Whenever the word "lane" appears on a line of the material below, that line is counted; state the total alone.

(Extracted information begins)

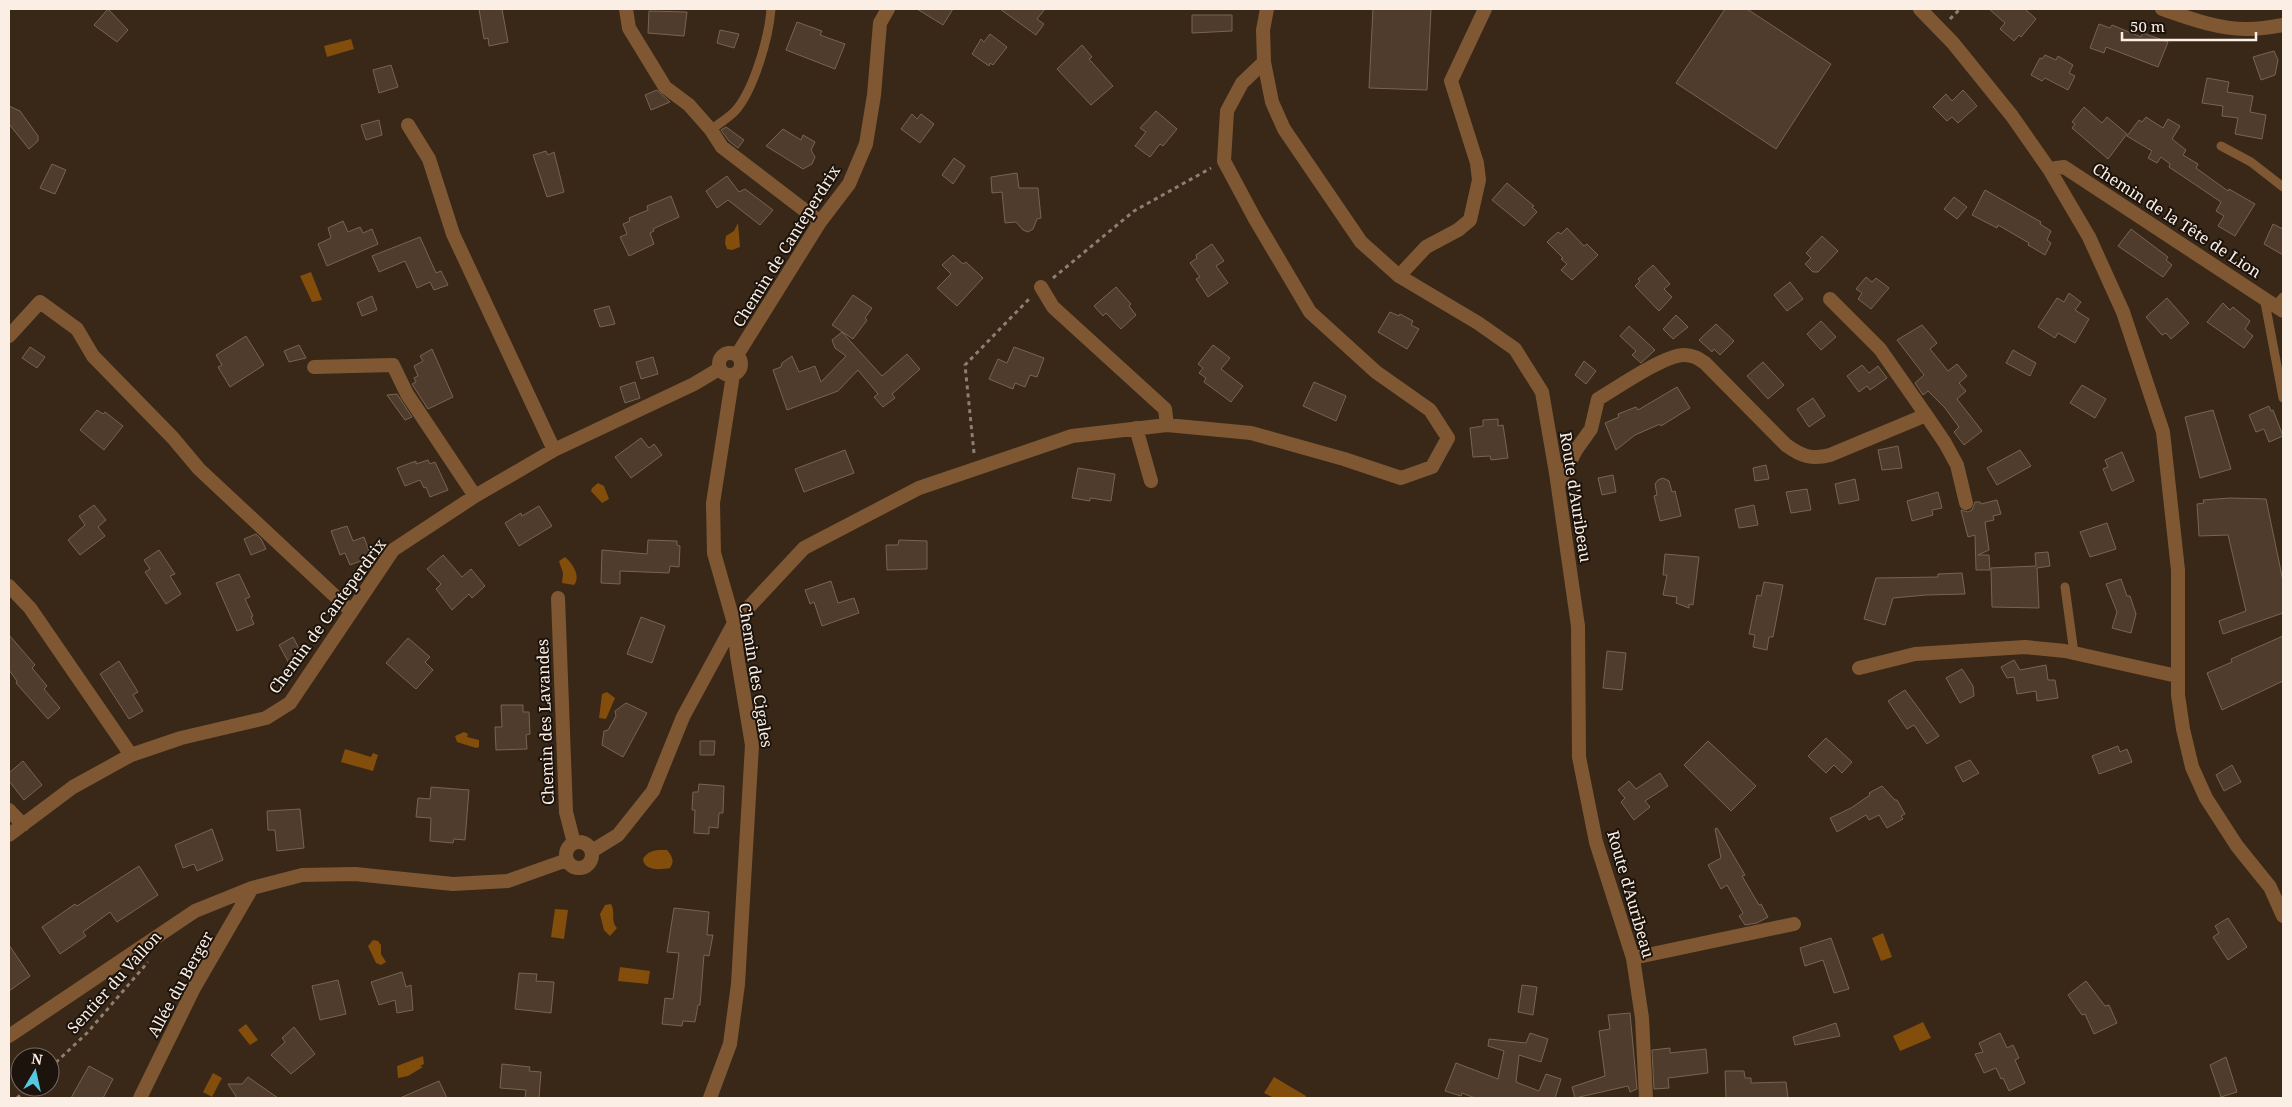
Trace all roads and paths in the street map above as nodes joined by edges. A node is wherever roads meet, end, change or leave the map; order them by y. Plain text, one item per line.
1 (626, 9) edge
2 (771, 9) edge
3 (888, 9) edge
4 (1267, 9) edge
5 (1485, 9) edge
6 (1920, 9) edge
7 (2162, 9) edge
8 (2283, 25) edge
9 (1264, 62) junction
10 (408, 125) dead end
11 (711, 130) junction
12 (2221, 146) dead end
13 (2049, 169) junction
14 (2283, 187) edge
15 (820, 222) junction
16 (1399, 276) junction
17 (1041, 288) dead end
18 (2264, 297) junction
19 (1830, 299) dead end
20 (2281, 304) edge
21 (9, 336) edge
22 (737, 355) junction
23 (314, 367) dead end
24 (720, 368) junction
25 (733, 375) junction
26 (2283, 398) edge
27 (1926, 415) junction
28 (1167, 425) junction
29 (1136, 428) junction
30 (554, 450) junction
31 (1151, 481) dead end
32 (1558, 485) junction
33 (475, 496) junction
34 (1966, 503) dead end
35 (9, 586) edge
36 (2065, 587) dead end
37 (558, 598) dead end
38 (351, 612) junction
39 (734, 623) junction
40 (2074, 653) junction
41 (1859, 668) dead end
42 (2177, 676) junction
43 (131, 755) junction
44 (9, 810) edge
45 (23, 825) junction
46 (9, 835) edge
47 (574, 843) junction
48 (592, 851) junction
49 (567, 860) junction
50 (252, 888) junction
51 (2283, 916) edge
52 (1794, 924) dead end
53 (1632, 958) junction
54 (149, 961) dead end
55 (9, 1036) edge
56 (60, 1058) edge
57 (140, 1098) edge
58 (710, 1098) edge
59 (1646, 1098) edge

1 - 11 street
2 - 11 lane
3 - 15 street, Chemin de Canteperdrix
4 - 9 street, Route d'Auribeau
5 - 16 street
6 - 13 street
7 - 8 street
9 - 16 street, Route d'Auribeau
9 - 28 street
10 - 30 street
11 - 15 street
12 - 14 lane
13 - 18 street, Chemin de la Tête de Lion
13 - 42 street
15 - 22 street, Chemin de Canteperdrix
16 - 32 street, Route d'Auribeau
17 - 28 street
18 - 20 street, Chemin de la Tête de Lion
18 - 26 lane
19 - 27 street
21 - 38 street
22 - 24 street, Chemin de Canteperdrix
22 - 25 street, Chemin de Canteperdrix
23 - 33 street
24 - 25 street
24 - 30 street, Chemin de Canteperdrix
25 - 39 street, Chemin des Cigales
27 - 32 street
27 - 34 street
28 - 29 street
29 - 31 street
29 - 39 street
30 - 33 street, Chemin de Canteperdrix
32 - 53 street, Route d'Auribeau
33 - 38 street, Chemin de Canteperdrix
35 - 43 street
36 - 40 lane
37 - 47 street, Chemin des Lavandes
38 - 43 street, Chemin de Canteperdrix
39 - 48 street
39 - 58 street, Chemin des Cigales
40 - 41 street
40 - 42 street
42 - 51 street
43 - 45 street, Chemin de Canteperdrix
44 - 45 street
45 - 46 street, Chemin de Canteperdrix
47 - 48 street
47 - 49 street
48 - 49 street
49 - 50 street
50 - 55 street
50 - 57 street, Allée du Berger
52 - 53 street
53 - 59 street, Route d'Auribeau
54 - 56 path, Sentier du Vallon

(Extracted information ends)

Solution for this problem
4